Gerd Gigerenzer is best known as Daniel Kahneman’s fiery intellectual opponent. Kahneman’s research programme is known as “heuristics and biases”, which has found many scenarios where automatic thinking leads to decision-making errors. Gigerenzer researches “fast and frugal heuristics” – understanding when simplistic decision-making strategies can nonetheless lead to good outcomes. Kahneman’s  popular science book “Thinking fast and slow” has been a great hit for spreading behavioural science. “Risk savvy” is Gigerenzer’s latest popular science book.

Gigerenzer’s broad message is that non-experts can often be surprisingly good at making decisions. For example, when guessing the relative sizes of cities, people are often more accurate for other countries than their own. The simple “recognition heuristic” can be employed and is surprisingly accurate if a German is guessing which city out of Detroit or Milwaukee is bigger, but can’t be used by an American who knows both cities.

Risky Savvy presents many of the key results from Gigerenzer’s research, often with demonstrations in the key applied domains of medical and financial decision making. While it might seem natural to outsource key decisions in these domains to experts, ie doctors and financial advisers, potential conflicts of interest might mean this is not always wise. Gigerenzer presents evidence on how to make better decisions in these domains, e.g. understanding the statistical nature of breast and prostate cancer screening, and how naive diversification strategies can outperform more complex techniques.

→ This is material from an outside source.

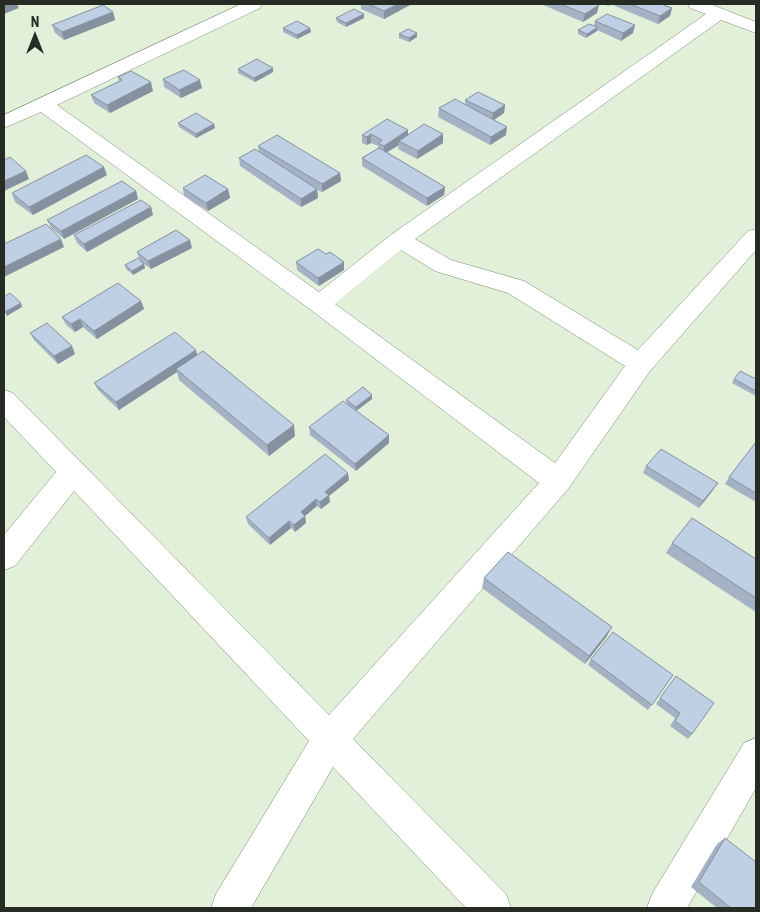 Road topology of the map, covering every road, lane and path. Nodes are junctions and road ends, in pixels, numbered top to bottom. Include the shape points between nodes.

The discussion between Kahneman and Gigerenzer, on whether human decision-making is riddled with errors or is surprisingly efficient, is best summarised in two theoretical articles published in Psychological Review: Kahneman and Tversky (1996); Gigerenzer (1996). These articles are well-worth reading, but suffice to say the debate has at times been rather heated between the two theoretical positions.

But while reading through Risk Savvy, it struck me how for practical purposes the gap between Kahneman and Gigerenzer seems to be narrowing. Institutions and individuals often do not make optimal decisions. Advocates of nudging (who generally come from the Kahneman school) often stress the benefits of simplification, similar to the message that Gigerenzer has been preaching for many years. And likewise, Gigerenzer stresses in Risk Savvy institutional limitations to good decision making, which is what choice architects and other researchers in behavioural economics have been arguing. While not explicitly advocating nudging, Gigerenzer recommends a programme of risk literacy interventions to help debias many of the errors that he discusses in Risk Savvy. While choice architects would point to the limitations of information-based interventions, and argue for stronger measures (such as default options), both parties are in agreement that something should be done to help ordinary decision-makers.

As William Blake wrote, “Without Contraries is no progression” – and I can thoroughly recommend this latest book from an often contrary researcher. My key takeaway is that lots of exciting applied work is still to be done in behavioural science, and this can only be helped if more applied researchers gain a fuller understanding of key debates from the theoretical literature, which Risk Savvy does in an accessible manner.